PROBLEM:
Each record should be output exactly, with every character kept.

————————

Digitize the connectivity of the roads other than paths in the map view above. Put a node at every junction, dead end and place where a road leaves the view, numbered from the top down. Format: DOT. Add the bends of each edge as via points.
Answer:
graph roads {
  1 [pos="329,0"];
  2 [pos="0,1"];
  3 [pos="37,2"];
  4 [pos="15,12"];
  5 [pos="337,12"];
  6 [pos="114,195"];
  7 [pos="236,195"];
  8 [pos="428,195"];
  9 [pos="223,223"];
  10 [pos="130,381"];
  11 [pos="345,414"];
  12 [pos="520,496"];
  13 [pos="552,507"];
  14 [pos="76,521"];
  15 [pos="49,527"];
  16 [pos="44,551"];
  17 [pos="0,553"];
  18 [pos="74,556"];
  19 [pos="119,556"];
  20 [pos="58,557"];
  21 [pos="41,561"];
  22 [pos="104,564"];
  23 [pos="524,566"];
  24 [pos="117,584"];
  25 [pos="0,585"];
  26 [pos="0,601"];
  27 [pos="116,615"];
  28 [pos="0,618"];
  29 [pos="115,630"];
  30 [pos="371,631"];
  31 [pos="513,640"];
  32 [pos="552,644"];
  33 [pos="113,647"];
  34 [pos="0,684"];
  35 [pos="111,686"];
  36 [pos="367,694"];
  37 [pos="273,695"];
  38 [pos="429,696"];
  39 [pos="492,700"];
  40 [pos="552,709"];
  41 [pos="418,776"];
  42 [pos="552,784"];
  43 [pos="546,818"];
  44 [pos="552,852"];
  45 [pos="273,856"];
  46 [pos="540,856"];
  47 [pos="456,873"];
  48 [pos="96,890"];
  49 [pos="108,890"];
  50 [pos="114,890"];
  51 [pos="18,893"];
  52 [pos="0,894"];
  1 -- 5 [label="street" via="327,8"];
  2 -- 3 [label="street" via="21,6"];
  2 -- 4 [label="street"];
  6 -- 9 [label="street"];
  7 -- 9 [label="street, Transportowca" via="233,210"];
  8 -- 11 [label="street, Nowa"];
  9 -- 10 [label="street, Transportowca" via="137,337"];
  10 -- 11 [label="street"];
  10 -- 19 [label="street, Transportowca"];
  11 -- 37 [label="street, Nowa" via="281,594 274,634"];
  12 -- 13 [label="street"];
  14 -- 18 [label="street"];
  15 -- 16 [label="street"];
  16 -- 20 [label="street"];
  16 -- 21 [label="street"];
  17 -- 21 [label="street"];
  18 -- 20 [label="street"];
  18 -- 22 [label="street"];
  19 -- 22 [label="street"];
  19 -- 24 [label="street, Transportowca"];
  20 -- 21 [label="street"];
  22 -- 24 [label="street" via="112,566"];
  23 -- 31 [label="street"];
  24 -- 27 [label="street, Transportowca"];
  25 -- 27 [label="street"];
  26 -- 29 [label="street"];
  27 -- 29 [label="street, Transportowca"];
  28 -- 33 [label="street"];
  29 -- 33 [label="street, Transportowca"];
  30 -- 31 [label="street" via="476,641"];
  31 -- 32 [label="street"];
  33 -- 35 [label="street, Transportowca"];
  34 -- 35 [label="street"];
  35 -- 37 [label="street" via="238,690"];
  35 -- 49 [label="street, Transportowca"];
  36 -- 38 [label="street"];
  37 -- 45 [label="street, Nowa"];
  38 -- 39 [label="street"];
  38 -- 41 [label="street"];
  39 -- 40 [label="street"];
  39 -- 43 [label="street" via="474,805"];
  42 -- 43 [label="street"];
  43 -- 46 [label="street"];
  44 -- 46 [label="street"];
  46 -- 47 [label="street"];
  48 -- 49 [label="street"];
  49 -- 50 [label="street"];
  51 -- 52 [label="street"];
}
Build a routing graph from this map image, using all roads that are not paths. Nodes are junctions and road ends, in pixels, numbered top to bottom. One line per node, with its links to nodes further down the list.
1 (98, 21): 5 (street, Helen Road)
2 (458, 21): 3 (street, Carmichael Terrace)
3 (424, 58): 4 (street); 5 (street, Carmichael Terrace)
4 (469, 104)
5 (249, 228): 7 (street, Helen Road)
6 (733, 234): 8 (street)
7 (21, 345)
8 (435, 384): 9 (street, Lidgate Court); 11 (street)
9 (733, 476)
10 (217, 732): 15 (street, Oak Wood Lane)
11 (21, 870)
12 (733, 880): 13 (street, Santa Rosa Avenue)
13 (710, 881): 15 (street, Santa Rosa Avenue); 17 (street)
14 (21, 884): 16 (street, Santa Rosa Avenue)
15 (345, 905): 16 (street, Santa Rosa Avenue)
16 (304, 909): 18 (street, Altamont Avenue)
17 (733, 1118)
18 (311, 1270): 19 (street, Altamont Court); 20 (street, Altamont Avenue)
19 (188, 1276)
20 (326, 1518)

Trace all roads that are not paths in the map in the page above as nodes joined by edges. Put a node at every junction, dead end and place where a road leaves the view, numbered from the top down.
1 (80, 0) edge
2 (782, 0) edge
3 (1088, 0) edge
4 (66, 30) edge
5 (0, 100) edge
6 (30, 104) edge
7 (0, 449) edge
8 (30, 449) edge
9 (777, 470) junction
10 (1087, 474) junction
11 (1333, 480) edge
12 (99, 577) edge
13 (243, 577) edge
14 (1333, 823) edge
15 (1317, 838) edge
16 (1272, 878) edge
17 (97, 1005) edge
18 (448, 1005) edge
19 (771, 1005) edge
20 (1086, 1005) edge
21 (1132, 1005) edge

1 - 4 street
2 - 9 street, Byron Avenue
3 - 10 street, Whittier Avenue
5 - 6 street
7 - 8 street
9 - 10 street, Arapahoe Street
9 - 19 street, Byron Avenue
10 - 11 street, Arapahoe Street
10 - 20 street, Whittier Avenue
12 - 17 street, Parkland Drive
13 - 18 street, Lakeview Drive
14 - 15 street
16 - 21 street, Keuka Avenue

————————

RESPONSE FOR THIS EXERCISE:
Digitize the connectivity of the roads other than paths in the map view above. Put a node at every junction, dead end and place where a road leaves the view, numbered from the top down. Format: DOT. Add the bends of each edge as via points.
Answer:
graph roads {
  1 [pos="329,0"];
  2 [pos="0,1"];
  3 [pos="37,2"];
  4 [pos="15,12"];
  5 [pos="337,12"];
  6 [pos="114,195"];
  7 [pos="236,195"];
  8 [pos="428,195"];
  9 [pos="223,223"];
  10 [pos="130,381"];
  11 [pos="345,414"];
  12 [pos="520,496"];
  13 [pos="552,507"];
  14 [pos="76,521"];
  15 [pos="49,527"];
  16 [pos="44,551"];
  17 [pos="0,553"];
  18 [pos="74,556"];
  19 [pos="119,556"];
  20 [pos="58,557"];
  21 [pos="41,561"];
  22 [pos="104,564"];
  23 [pos="524,566"];
  24 [pos="117,584"];
  25 [pos="0,585"];
  26 [pos="0,601"];
  27 [pos="116,615"];
  28 [pos="0,618"];
  29 [pos="115,630"];
  30 [pos="371,631"];
  31 [pos="513,640"];
  32 [pos="552,644"];
  33 [pos="113,647"];
  34 [pos="0,684"];
  35 [pos="111,686"];
  36 [pos="367,694"];
  37 [pos="273,695"];
  38 [pos="429,696"];
  39 [pos="492,700"];
  40 [pos="552,709"];
  41 [pos="418,776"];
  42 [pos="552,784"];
  43 [pos="546,818"];
  44 [pos="552,852"];
  45 [pos="273,856"];
  46 [pos="540,856"];
  47 [pos="456,873"];
  48 [pos="96,890"];
  49 [pos="108,890"];
  50 [pos="114,890"];
  51 [pos="18,893"];
  52 [pos="0,894"];
  1 -- 5 [label="street" via="327,8"];
  2 -- 3 [label="street" via="21,6"];
  2 -- 4 [label="street"];
  6 -- 9 [label="street"];
  7 -- 9 [label="street, Transportowca" via="233,210"];
  8 -- 11 [label="street, Nowa"];
  9 -- 10 [label="street, Transportowca" via="137,337"];
  10 -- 11 [label="street"];
  10 -- 19 [label="street, Transportowca"];
  11 -- 37 [label="street, Nowa" via="281,594 274,634"];
  12 -- 13 [label="street"];
  14 -- 18 [label="street"];
  15 -- 16 [label="street"];
  16 -- 20 [label="street"];
  16 -- 21 [label="street"];
  17 -- 21 [label="street"];
  18 -- 20 [label="street"];
  18 -- 22 [label="street"];
  19 -- 22 [label="street"];
  19 -- 24 [label="street, Transportowca"];
  20 -- 21 [label="street"];
  22 -- 24 [label="street" via="112,566"];
  23 -- 31 [label="street"];
  24 -- 27 [label="street, Transportowca"];
  25 -- 27 [label="street"];
  26 -- 29 [label="street"];
  27 -- 29 [label="street, Transportowca"];
  28 -- 33 [label="street"];
  29 -- 33 [label="street, Transportowca"];
  30 -- 31 [label="street" via="476,641"];
  31 -- 32 [label="street"];
  33 -- 35 [label="street, Transportowca"];
  34 -- 35 [label="street"];
  35 -- 37 [label="street" via="238,690"];
  35 -- 49 [label="street, Transportowca"];
  36 -- 38 [label="street"];
  37 -- 45 [label="street, Nowa"];
  38 -- 39 [label="street"];
  38 -- 41 [label="street"];
  39 -- 40 [label="street"];
  39 -- 43 [label="street" via="474,805"];
  42 -- 43 [label="street"];
  43 -- 46 [label="street"];
  44 -- 46 [label="street"];
  46 -- 47 [label="street"];
  48 -- 49 [label="street"];
  49 -- 50 [label="street"];
  51 -- 52 [label="street"];
}
Build a routing graph from this map image, using all roads that are not paths. Nodes are junctions and road ends, in pixels, numbered top to bottom. One line per node, with its links to nodes further down the list.
1 (98, 21): 5 (street, Helen Road)
2 (458, 21): 3 (street, Carmichael Terrace)
3 (424, 58): 4 (street); 5 (street, Carmichael Terrace)
4 (469, 104)
5 (249, 228): 7 (street, Helen Road)
6 (733, 234): 8 (street)
7 (21, 345)
8 (435, 384): 9 (street, Lidgate Court); 11 (street)
9 (733, 476)
10 (217, 732): 15 (street, Oak Wood Lane)
11 (21, 870)
12 (733, 880): 13 (street, Santa Rosa Avenue)
13 (710, 881): 15 (street, Santa Rosa Avenue); 17 (street)
14 (21, 884): 16 (street, Santa Rosa Avenue)
15 (345, 905): 16 (street, Santa Rosa Avenue)
16 (304, 909): 18 (street, Altamont Avenue)
17 (733, 1118)
18 (311, 1270): 19 (street, Altamont Court); 20 (street, Altamont Avenue)
19 (188, 1276)
20 (326, 1518)

Trace all roads that are not paths in the map in the page above as nodes joined by edges. Put a node at every junction, dead end and place where a road leaves the view, numbered from the top down.
1 (80, 0) edge
2 (782, 0) edge
3 (1088, 0) edge
4 (66, 30) edge
5 (0, 100) edge
6 (30, 104) edge
7 (0, 449) edge
8 (30, 449) edge
9 (777, 470) junction
10 (1087, 474) junction
11 (1333, 480) edge
12 (99, 577) edge
13 (243, 577) edge
14 (1333, 823) edge
15 (1317, 838) edge
16 (1272, 878) edge
17 (97, 1005) edge
18 (448, 1005) edge
19 (771, 1005) edge
20 (1086, 1005) edge
21 (1132, 1005) edge

1 - 4 street
2 - 9 street, Byron Avenue
3 - 10 street, Whittier Avenue
5 - 6 street
7 - 8 street
9 - 10 street, Arapahoe Street
9 - 19 street, Byron Avenue
10 - 11 street, Arapahoe Street
10 - 20 street, Whittier Avenue
12 - 17 street, Parkland Drive
13 - 18 street, Lakeview Drive
14 - 15 street
16 - 21 street, Keuka Avenue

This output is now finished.